On Thursday, 15 August 2013 at 13:53:17 UTC, Artur Skawina wrote:
> On 08/15/13 14:44, Tommi wrote:
> [...]
>> No, I'm not asking A -> C, I'm just asking that int[3] convert to int[].
>
>>From you earlier post:
>
>   Ret bar(R)(R r) // [6]
>   if (std.range.isInputRange!R)
>   {
>       return Ret.input_range;
>   }
>
> You'd like to be able to call 'bar' with a static array. Currently
> you can't, because 'R' becomes a /static array/, hence not a input range.
>
> Note that
>
>   Ret baz(R)(R[] r) // [6]
>   if (std.range.isInputRange!(R[]))
>   {
>       return Ret.input_range;
>   }
>
> [..]

To be exact, I want either of the following options (but not both of them):

1) I want to be able to call 'bar' with a static array

OR

2) I want to _not_ be able to call 'baz' with a static array

Either one of those options is fine by me. All I want is make D's static arrays behave logically (and either one of those options would do it).

On Thursday, 15 August 2013 at 14:32:29 UTC, Tommi wrote:
>
> No it's not:
>
> void getLong(T)(T arg)
> if (is(T : long))
> {
>     static assert(is(typeof(arg) == int));
> }
>
> void main()
> {
>     int n;
>     getLong(n); // int is _not_ implicitly converted to long
> }

Yes, because during type deduction there was constraint test that checked whether int is convertible to long which is the same story as in static-dynamic array case.

On Thursday, 15 August 2013 at 14:53:08 UTC, Maxim Fomin wrote:
> On Thursday, 15 August 2013 at 14:32:29 UTC, Tommi wrote:
>>
>> No it's not:
>>
>> void getLong(T)(T arg)
>> if (is(T : long))
>> {
>>    static assert(is(typeof(arg) == int));
>> }
>>
>> void main()
>> {
>>    int n;
>>    getLong(n); // int is _not_ implicitly converted to long
>> }
>
> Yes, because during type deduction there was constraint test that checked whether int is convertible to long which is the same story as in static-dynamic array case.

The code snippet above is not the same thing as what happens in the static-dynamic array case.
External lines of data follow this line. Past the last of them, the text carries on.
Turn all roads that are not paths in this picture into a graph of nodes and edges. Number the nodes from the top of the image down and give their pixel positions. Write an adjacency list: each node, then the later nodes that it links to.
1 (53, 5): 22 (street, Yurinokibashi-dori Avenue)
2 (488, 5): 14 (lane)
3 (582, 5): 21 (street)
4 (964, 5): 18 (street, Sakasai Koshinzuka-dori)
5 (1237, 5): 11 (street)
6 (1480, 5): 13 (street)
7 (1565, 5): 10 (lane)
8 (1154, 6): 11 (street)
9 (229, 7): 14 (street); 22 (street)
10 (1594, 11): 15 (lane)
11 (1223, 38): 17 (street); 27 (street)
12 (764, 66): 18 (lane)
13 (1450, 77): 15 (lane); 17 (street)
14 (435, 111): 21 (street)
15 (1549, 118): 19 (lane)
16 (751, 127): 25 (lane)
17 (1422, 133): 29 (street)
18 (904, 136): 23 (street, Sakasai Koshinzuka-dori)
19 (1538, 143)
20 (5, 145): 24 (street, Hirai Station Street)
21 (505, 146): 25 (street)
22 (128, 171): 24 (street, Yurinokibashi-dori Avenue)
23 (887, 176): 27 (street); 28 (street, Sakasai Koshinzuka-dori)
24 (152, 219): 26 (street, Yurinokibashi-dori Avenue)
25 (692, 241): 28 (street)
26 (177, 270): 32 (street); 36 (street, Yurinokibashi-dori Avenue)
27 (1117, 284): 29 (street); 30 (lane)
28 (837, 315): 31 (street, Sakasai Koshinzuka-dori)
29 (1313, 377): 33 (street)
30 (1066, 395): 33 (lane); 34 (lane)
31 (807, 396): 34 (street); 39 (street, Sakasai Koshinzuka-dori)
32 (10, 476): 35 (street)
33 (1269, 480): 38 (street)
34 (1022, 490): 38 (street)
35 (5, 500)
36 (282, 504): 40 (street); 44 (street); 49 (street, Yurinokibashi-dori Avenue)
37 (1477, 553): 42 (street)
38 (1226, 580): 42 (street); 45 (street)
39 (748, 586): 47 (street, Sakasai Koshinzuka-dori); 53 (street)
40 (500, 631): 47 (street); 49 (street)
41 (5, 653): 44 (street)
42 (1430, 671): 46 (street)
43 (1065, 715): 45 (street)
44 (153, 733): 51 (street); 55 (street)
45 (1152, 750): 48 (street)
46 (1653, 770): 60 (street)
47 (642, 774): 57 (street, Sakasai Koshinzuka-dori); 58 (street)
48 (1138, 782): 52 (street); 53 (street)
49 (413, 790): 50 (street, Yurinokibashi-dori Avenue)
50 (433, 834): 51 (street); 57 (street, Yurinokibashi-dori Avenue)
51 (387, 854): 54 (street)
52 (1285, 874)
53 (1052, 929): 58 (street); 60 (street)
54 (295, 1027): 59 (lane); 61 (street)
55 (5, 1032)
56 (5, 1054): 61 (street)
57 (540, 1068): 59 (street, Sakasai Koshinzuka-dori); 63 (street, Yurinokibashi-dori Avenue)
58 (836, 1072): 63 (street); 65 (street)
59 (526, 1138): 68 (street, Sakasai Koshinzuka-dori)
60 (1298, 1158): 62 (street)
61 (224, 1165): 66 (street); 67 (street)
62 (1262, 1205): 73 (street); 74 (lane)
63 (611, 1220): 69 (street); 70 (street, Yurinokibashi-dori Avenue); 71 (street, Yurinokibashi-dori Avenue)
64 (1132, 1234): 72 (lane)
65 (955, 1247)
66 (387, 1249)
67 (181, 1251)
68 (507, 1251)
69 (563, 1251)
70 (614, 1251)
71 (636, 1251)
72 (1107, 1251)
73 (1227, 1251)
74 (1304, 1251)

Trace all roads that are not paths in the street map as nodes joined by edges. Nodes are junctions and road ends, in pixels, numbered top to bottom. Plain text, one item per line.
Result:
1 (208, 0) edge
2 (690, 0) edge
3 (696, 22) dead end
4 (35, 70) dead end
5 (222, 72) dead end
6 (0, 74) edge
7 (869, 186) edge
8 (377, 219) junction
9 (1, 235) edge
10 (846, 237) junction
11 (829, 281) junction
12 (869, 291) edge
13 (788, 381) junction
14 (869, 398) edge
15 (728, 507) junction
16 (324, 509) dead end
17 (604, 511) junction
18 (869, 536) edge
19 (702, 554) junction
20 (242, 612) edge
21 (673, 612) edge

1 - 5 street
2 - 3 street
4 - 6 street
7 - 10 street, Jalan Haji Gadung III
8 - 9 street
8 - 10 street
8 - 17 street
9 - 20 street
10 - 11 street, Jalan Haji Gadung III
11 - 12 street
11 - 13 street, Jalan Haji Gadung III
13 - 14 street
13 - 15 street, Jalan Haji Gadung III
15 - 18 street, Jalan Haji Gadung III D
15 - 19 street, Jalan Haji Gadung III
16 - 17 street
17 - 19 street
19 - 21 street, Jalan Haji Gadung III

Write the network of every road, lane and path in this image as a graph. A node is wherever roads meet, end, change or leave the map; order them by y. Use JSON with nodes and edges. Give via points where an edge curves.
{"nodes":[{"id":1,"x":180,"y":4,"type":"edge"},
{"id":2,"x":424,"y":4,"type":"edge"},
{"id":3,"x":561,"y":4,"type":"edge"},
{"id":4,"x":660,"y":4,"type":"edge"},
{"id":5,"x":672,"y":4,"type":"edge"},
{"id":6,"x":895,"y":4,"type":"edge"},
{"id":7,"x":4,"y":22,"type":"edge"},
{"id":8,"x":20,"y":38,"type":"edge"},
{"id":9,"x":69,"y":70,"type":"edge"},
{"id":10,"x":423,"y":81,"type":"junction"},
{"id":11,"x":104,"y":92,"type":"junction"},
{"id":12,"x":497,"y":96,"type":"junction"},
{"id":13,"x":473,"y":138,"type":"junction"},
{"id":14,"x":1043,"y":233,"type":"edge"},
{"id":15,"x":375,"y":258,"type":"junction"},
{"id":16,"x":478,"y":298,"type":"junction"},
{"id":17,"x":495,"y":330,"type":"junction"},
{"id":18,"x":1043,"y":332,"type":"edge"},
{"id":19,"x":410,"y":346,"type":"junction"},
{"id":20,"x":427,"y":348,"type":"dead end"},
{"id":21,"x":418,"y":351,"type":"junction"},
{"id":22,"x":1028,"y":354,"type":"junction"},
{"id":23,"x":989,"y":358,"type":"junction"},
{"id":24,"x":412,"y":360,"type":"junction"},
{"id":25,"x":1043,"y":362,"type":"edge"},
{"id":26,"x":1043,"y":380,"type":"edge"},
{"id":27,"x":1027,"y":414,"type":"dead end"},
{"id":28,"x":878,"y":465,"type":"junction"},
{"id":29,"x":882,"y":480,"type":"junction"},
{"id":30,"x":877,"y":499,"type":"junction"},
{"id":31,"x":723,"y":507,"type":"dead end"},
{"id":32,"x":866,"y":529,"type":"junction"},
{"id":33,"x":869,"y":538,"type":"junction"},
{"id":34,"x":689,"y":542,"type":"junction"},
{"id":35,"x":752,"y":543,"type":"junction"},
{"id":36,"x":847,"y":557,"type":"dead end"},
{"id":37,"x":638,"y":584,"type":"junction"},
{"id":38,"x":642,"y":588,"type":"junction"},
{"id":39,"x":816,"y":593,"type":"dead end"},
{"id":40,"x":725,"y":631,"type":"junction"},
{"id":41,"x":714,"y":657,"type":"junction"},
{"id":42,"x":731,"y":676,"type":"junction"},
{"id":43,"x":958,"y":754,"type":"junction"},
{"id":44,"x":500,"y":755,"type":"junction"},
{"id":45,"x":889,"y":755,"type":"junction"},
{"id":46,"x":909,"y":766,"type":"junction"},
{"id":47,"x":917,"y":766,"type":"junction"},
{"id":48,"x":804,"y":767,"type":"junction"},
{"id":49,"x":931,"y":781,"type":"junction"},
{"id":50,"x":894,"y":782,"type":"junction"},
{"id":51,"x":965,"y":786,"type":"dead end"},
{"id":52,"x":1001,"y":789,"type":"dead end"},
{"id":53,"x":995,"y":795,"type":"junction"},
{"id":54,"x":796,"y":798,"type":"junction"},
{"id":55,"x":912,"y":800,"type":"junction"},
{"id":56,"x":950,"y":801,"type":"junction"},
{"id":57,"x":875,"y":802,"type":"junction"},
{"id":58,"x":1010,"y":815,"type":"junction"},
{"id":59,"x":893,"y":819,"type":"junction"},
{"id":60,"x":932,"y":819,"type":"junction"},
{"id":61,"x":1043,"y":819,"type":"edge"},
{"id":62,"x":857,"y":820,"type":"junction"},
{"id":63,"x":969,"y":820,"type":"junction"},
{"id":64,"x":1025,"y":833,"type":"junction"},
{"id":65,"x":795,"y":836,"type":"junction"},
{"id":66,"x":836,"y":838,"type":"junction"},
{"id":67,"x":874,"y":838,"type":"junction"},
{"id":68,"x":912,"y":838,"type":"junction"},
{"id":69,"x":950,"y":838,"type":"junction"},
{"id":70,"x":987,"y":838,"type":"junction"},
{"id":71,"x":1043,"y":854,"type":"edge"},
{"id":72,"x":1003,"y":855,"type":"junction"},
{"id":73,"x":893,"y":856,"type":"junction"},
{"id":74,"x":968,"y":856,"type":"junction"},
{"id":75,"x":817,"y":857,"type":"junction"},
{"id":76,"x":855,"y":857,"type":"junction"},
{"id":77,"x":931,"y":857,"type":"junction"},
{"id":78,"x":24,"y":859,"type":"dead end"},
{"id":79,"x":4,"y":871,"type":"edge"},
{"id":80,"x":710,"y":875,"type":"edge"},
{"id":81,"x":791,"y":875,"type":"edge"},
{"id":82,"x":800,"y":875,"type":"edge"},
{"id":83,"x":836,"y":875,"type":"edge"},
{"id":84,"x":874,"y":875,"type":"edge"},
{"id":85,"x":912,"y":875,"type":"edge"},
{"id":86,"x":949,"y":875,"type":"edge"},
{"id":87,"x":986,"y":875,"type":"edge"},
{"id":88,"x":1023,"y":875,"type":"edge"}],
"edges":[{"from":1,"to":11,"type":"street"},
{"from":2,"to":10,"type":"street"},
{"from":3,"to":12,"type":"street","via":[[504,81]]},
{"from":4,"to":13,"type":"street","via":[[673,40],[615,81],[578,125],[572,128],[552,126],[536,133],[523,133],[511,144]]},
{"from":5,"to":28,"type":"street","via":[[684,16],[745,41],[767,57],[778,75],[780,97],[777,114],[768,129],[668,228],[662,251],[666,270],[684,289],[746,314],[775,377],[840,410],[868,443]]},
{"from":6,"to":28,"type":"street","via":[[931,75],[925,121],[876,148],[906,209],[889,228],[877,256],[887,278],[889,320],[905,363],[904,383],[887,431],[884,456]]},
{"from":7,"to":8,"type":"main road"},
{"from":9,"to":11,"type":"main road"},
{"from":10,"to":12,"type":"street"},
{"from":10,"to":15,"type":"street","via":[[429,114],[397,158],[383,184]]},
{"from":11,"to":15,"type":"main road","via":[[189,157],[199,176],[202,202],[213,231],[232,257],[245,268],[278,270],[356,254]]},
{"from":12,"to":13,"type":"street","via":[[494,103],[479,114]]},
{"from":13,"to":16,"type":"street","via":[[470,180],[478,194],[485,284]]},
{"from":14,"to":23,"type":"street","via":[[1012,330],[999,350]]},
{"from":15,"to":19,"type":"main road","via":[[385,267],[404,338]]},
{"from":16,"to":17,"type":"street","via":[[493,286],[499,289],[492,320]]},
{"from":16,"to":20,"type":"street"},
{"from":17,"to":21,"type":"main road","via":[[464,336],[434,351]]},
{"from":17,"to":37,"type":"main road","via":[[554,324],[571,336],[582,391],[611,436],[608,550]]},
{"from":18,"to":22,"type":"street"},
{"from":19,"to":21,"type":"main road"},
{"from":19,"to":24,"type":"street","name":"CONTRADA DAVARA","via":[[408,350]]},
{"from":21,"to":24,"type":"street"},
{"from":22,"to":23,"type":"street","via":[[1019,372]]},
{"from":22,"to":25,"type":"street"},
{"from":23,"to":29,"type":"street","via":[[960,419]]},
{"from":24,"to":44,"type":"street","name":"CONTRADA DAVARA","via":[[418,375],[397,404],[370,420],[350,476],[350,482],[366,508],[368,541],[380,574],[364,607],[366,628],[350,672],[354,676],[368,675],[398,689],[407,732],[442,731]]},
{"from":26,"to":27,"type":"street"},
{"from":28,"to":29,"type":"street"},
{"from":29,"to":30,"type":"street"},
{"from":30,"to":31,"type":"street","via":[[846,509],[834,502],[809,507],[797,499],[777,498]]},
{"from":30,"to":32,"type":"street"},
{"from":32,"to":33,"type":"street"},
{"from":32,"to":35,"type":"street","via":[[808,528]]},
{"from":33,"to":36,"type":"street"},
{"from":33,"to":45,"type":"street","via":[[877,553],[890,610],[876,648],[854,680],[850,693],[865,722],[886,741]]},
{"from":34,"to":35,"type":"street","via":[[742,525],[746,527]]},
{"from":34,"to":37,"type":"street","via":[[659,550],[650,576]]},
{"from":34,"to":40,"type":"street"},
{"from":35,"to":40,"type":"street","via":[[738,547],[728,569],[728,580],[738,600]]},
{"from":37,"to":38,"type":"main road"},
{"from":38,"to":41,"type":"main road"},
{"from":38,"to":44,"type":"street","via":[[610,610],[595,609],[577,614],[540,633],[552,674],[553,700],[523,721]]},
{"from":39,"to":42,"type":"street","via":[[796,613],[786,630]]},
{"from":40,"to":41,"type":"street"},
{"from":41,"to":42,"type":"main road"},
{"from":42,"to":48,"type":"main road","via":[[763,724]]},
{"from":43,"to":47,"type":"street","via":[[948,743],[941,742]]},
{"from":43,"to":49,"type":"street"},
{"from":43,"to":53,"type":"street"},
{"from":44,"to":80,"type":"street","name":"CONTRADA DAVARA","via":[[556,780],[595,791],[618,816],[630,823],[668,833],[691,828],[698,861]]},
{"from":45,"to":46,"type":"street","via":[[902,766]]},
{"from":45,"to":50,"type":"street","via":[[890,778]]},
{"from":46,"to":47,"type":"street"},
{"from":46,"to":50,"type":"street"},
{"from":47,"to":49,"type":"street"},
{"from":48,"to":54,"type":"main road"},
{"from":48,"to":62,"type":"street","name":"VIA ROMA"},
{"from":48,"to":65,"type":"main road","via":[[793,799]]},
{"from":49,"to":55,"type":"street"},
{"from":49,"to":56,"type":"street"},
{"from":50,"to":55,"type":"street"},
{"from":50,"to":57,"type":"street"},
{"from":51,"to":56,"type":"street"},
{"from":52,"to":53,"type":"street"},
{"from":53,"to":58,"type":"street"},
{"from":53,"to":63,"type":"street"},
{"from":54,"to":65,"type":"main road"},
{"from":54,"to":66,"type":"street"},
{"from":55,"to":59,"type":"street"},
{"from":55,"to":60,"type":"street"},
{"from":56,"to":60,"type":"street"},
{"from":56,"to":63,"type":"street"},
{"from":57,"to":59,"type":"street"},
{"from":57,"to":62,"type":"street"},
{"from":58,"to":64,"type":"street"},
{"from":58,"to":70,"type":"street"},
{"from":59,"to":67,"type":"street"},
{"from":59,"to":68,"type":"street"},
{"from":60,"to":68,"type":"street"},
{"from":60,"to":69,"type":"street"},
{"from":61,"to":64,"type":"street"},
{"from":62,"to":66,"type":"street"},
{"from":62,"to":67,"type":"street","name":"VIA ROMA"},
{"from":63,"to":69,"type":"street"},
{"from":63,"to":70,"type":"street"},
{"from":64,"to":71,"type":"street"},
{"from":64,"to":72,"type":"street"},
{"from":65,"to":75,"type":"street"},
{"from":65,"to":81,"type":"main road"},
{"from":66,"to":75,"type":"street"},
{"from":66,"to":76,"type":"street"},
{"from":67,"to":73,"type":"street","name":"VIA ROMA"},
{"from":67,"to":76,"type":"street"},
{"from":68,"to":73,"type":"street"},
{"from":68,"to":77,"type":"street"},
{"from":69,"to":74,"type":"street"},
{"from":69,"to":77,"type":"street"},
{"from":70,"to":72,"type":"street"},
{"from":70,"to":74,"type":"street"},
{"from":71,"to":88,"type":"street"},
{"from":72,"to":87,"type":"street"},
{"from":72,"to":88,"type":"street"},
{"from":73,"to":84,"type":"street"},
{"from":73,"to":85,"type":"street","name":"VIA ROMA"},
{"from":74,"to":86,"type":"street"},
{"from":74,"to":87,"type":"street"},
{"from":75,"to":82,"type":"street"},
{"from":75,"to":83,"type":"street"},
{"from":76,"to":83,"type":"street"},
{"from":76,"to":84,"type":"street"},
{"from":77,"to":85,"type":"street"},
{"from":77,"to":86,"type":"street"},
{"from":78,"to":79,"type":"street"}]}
In the above code snippet the type deduction for 'T' during the instantiation of 'getLong' has already finished by the time the template constraint is evaluated (how could the template constraint be evaluated if the actual type for 'T' hadn't already been deduced?). So, the compiler doesn't consider the implicit conversion from int to long _during_ type deduction, but after it.

The only time when the compiler is willing to consider the possible implicit conversions during type deduction is with static arrays: hence... "magic".

On Thursday, 15 August 2013 at 15:07:23 UTC, Tommi wrote:
> The only time when the compiler is willing to consider the possible implicit conversions during type deduction is with static arrays: hence... "magic".

Barring this special case which I mentioned in my original post:

On Thursday, 15 August 2013 at 00:57:26 UTC, Tommi wrote:
> NOTE:
> Subtypes can implicitly convert to their supertype during type deduction, there's nothing magical about that.

Here's an example of that:

class SuperClass(T) { }

class SubClass(T) : SuperClass!T { }

struct Supertype(T) { }

struct Subtype(T)
{
    Supertype!T s;
    alias s this;
}

void foo(T)(SuperClass!T superc) { }

void bar(T)(Supertype!T supert) { }

void main()
{
    SubClass!int subc;
    foo(subc); // OK

    Subtype!int subt;
    bar(subt); // OK
}

Although, it might be a bit misleading to call that implicit conversion, because nothing is actually converted: it's just that an entity is interpreted as something else, which it also is.